A random deep feature selection approach to mitigate transferable adversarial attacks

Machine learning and deep learning are transformative forces reshaping our networks, industries, services, and ways of life. However, the susceptibility of these intelligent systems to adversarial attacks remains a significant issue. On the one hand, recent studies have demonstrated the potential transferability of adversarial attacks across diverse models. On the other hand, existing defense mechanisms are vulnerable to advanced attacks or are often limited to certain attack types. This study proposes a random deep feature selection approach to mitigate such transferability and improve the robustness of models against adversarial manipulations. Our approach is designed to strengthen deep models against poisoning (e.g., label flipping) and exploratory (e.g., DeepFool, BIM, FGSM, I-FGSM, L-BFGS, C&W, JSMA, and PGD) attacks that are applied in both the training and testing stages, and Transfer Learning-Based Adversarial Attacks. We consider scenarios involving perfect and semi-knowledgeable attackers.

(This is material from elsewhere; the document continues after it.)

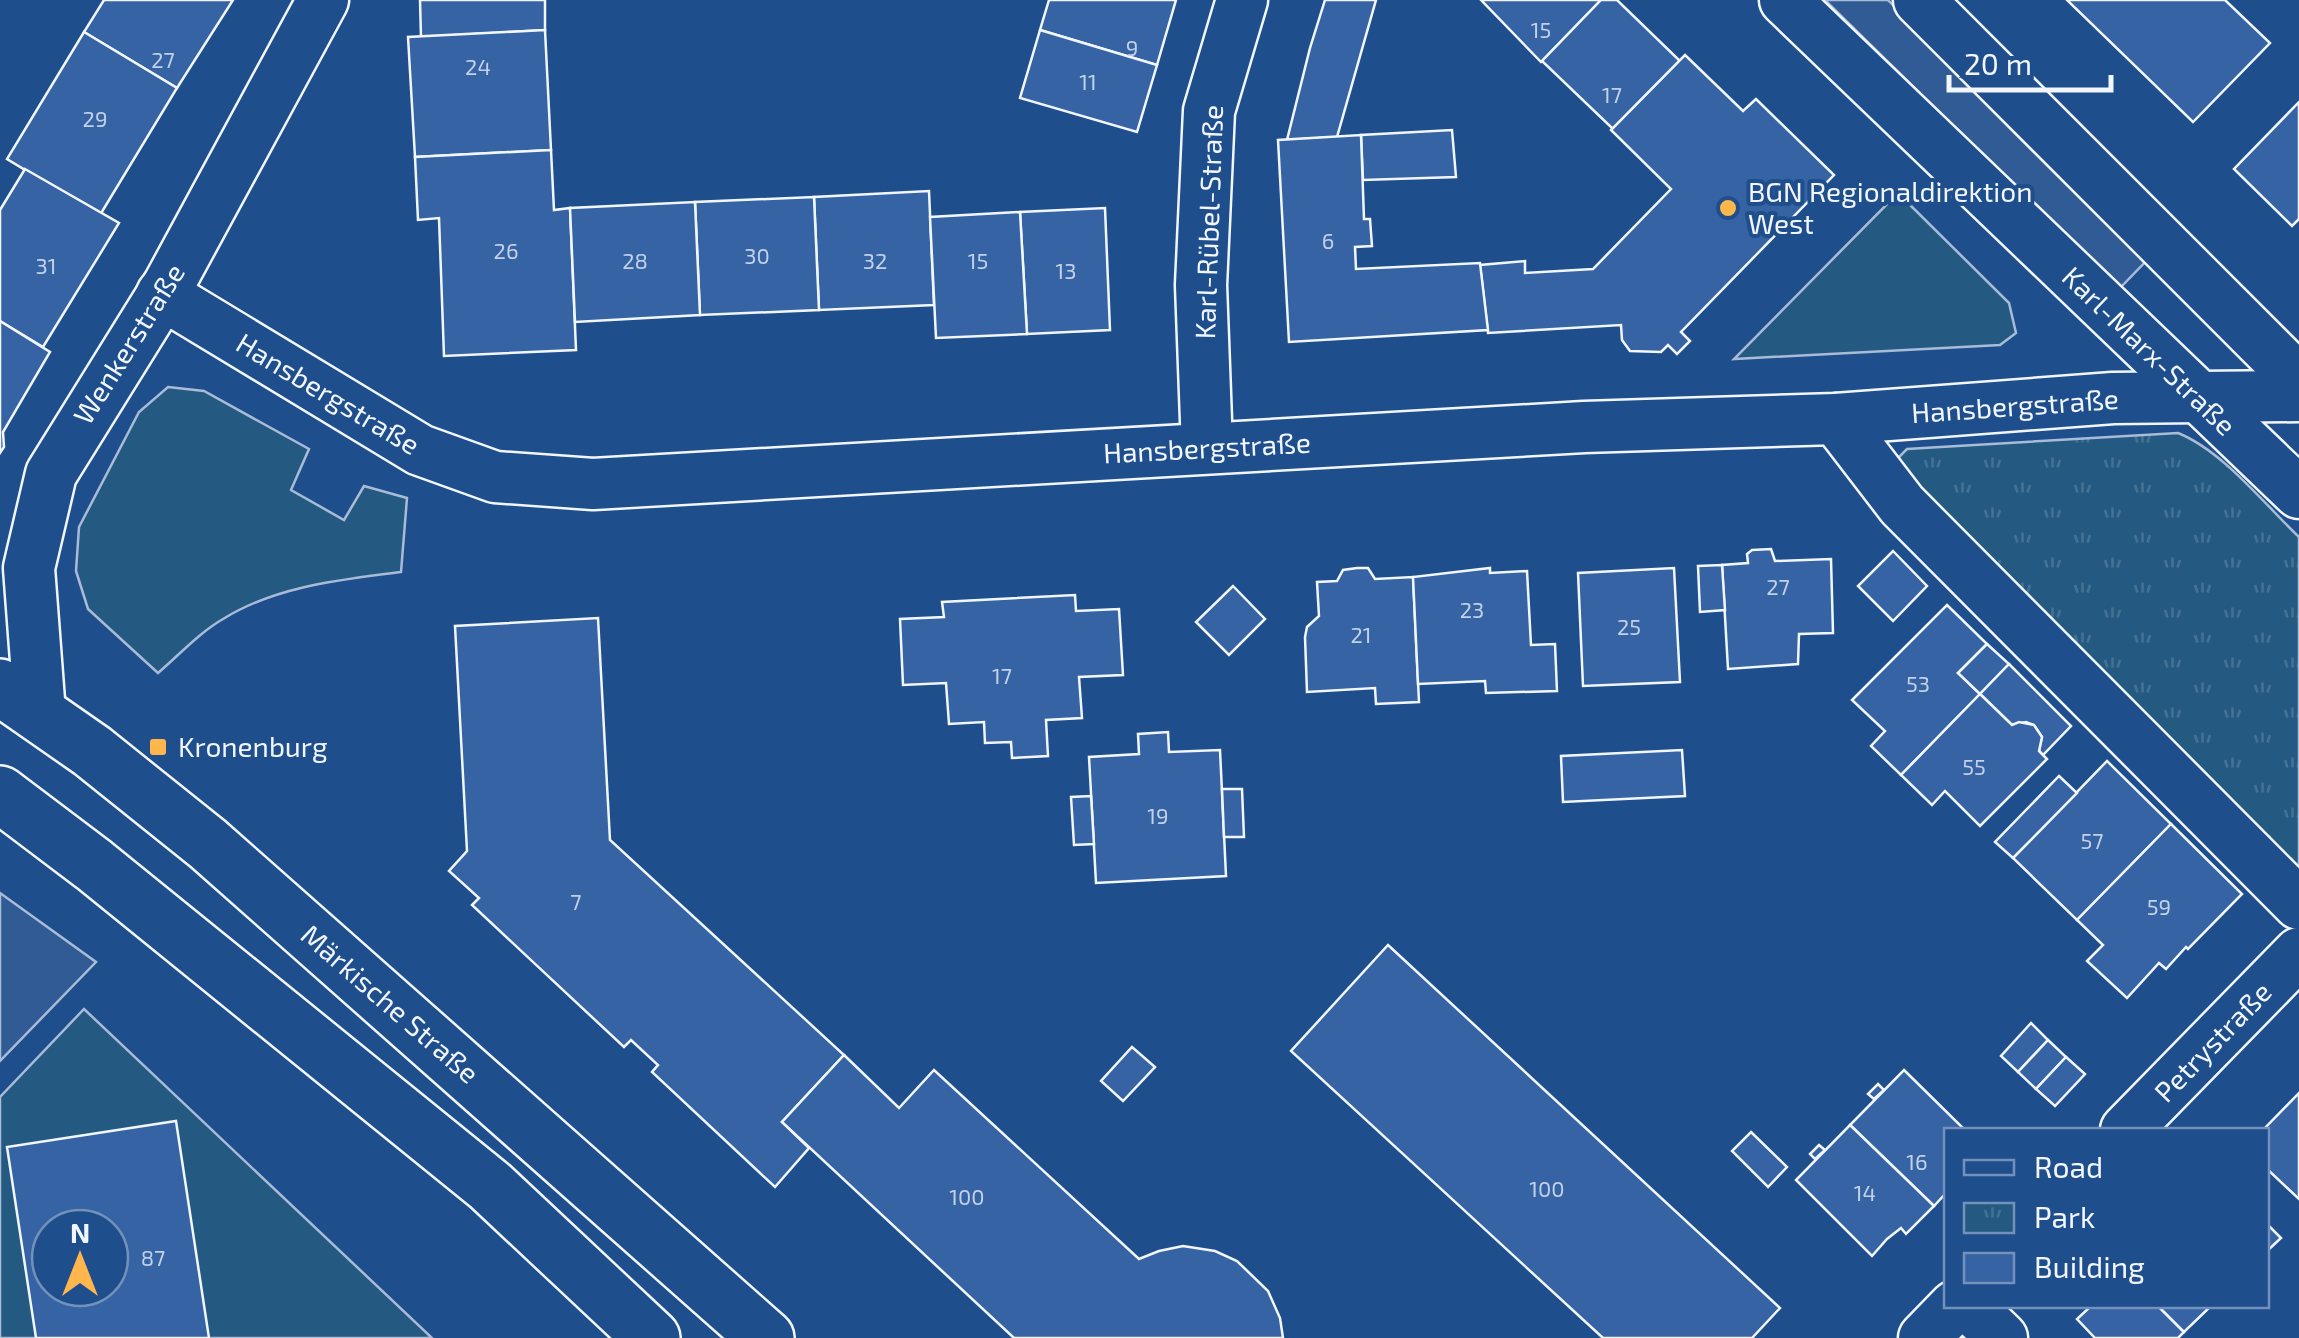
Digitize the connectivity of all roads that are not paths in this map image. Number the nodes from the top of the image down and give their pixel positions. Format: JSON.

The performance of our approach is evaluated through extensive experiments on the renowned UNSW-NB15 dataset, including both real-world and synthetic data, covering a wide range of modern attack behaviors and benign activities. The results indicate that our approach boosts the effectiveness of the target network to over 80% against labelflipping poisoning attacks and over 60% against all major types of exploratory attacks.